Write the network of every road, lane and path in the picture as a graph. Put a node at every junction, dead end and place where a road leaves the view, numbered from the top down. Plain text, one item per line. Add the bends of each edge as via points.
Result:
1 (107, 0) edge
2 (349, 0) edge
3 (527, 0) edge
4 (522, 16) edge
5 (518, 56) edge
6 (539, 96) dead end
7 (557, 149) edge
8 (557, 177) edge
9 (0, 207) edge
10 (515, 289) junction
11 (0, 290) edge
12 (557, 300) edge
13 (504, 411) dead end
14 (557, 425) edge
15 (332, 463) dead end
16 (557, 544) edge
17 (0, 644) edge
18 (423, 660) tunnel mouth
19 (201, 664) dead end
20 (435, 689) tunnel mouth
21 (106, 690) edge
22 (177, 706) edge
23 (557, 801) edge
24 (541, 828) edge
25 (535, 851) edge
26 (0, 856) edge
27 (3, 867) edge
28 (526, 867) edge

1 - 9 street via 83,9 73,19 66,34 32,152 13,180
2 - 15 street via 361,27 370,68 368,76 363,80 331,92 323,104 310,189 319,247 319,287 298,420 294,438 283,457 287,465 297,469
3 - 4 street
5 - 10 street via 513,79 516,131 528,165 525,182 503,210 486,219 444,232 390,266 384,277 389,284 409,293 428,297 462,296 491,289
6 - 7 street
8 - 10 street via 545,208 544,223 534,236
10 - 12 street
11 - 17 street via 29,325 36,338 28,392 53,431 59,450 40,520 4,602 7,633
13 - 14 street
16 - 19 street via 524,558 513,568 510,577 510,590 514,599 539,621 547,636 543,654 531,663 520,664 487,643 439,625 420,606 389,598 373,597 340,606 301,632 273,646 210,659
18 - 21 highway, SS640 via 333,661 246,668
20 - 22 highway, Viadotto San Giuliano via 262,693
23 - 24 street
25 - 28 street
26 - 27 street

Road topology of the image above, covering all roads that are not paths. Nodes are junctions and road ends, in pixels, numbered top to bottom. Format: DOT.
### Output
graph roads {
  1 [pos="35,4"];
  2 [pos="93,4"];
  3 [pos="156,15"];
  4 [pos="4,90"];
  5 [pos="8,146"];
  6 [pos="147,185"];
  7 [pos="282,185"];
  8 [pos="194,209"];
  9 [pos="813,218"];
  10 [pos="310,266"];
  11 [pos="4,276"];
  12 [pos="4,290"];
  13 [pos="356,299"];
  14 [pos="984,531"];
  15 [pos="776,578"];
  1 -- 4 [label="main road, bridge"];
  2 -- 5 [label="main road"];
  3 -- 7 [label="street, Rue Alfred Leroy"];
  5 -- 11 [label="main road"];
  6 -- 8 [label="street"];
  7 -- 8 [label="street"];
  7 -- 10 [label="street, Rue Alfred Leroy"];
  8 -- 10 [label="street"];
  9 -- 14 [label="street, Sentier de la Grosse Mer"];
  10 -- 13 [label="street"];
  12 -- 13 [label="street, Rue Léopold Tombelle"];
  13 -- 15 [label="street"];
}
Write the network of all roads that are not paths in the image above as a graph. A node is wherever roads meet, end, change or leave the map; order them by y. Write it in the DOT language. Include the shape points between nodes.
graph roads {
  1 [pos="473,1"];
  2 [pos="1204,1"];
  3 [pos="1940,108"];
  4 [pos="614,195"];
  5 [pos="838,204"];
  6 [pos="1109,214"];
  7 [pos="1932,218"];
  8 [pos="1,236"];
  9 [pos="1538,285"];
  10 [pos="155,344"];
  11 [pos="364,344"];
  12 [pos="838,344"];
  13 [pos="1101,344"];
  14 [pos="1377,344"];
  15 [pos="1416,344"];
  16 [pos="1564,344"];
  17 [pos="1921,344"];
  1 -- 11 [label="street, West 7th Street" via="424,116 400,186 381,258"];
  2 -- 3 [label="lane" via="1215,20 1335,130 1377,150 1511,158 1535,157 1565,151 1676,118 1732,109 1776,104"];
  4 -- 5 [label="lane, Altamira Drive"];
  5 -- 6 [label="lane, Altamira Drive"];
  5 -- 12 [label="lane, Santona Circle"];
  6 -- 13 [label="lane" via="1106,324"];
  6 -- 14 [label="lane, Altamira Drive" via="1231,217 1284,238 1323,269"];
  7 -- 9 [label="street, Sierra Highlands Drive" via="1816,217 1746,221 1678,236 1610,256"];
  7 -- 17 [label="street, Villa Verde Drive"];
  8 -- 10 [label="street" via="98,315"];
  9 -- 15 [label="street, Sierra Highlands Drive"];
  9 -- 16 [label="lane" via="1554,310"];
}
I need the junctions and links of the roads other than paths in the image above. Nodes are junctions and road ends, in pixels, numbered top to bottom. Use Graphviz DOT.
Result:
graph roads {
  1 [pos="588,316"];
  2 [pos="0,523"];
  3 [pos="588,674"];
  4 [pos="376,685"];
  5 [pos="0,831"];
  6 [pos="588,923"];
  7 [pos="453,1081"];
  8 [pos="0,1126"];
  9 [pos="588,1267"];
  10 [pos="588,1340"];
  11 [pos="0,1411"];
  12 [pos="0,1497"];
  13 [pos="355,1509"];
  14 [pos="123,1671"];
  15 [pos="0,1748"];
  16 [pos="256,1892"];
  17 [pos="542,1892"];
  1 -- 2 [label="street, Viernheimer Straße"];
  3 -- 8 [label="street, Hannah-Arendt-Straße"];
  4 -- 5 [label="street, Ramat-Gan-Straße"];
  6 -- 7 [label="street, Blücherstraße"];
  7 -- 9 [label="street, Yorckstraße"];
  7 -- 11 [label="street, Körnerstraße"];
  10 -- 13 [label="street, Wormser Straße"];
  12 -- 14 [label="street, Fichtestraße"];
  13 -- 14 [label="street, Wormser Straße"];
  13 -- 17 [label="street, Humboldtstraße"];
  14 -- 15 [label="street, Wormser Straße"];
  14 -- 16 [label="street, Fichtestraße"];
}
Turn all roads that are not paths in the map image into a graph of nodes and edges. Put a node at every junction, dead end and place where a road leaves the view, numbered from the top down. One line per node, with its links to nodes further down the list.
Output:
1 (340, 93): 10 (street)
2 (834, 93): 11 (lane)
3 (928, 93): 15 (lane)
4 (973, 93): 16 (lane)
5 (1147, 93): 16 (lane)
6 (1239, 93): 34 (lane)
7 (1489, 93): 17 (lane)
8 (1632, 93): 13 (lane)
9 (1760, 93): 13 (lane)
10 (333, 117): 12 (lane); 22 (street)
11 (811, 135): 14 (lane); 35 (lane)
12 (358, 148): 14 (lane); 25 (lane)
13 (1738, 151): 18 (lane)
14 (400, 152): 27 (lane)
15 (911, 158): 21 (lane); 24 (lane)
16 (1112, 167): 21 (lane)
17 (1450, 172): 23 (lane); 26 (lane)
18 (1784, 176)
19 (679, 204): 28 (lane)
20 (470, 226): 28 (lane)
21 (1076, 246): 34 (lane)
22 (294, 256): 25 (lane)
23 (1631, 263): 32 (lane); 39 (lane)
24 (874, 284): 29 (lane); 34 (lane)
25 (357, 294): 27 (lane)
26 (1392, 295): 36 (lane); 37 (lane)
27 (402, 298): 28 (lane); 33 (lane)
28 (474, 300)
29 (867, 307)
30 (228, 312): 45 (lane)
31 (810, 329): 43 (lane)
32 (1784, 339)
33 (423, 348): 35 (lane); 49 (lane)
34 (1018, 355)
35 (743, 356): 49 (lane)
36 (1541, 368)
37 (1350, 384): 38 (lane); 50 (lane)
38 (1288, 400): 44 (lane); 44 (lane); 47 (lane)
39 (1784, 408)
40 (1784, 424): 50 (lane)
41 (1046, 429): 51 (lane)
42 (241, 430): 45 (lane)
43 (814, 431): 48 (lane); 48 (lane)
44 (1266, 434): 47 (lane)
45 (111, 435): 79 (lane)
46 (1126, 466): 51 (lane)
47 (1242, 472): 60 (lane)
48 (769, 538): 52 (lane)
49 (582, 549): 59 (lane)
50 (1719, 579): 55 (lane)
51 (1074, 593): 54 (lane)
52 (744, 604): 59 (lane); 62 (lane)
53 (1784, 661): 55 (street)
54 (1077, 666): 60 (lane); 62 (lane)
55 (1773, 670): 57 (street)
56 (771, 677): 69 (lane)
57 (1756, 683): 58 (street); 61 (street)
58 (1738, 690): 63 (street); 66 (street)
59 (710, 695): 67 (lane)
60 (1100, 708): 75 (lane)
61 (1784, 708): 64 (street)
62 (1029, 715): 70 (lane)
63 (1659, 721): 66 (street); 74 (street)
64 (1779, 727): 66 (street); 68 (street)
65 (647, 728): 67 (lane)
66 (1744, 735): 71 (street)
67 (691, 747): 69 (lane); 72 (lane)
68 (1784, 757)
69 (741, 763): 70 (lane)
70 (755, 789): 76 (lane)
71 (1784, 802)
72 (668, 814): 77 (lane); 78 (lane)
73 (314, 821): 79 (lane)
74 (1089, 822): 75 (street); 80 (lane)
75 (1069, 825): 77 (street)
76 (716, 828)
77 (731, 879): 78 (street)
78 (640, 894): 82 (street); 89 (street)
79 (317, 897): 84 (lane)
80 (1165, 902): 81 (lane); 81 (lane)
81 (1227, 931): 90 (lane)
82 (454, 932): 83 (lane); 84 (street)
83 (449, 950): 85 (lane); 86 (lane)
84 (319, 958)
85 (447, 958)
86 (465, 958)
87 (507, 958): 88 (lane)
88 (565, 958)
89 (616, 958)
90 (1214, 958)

○ ○ ○ ○ ○ ○ ○

Find the lines of the listing above that hold "highway". Please copy them.

18 - 21 highway, SS640 via 333,661 246,668
20 - 22 highway, Viadotto San Giuliano via 262,693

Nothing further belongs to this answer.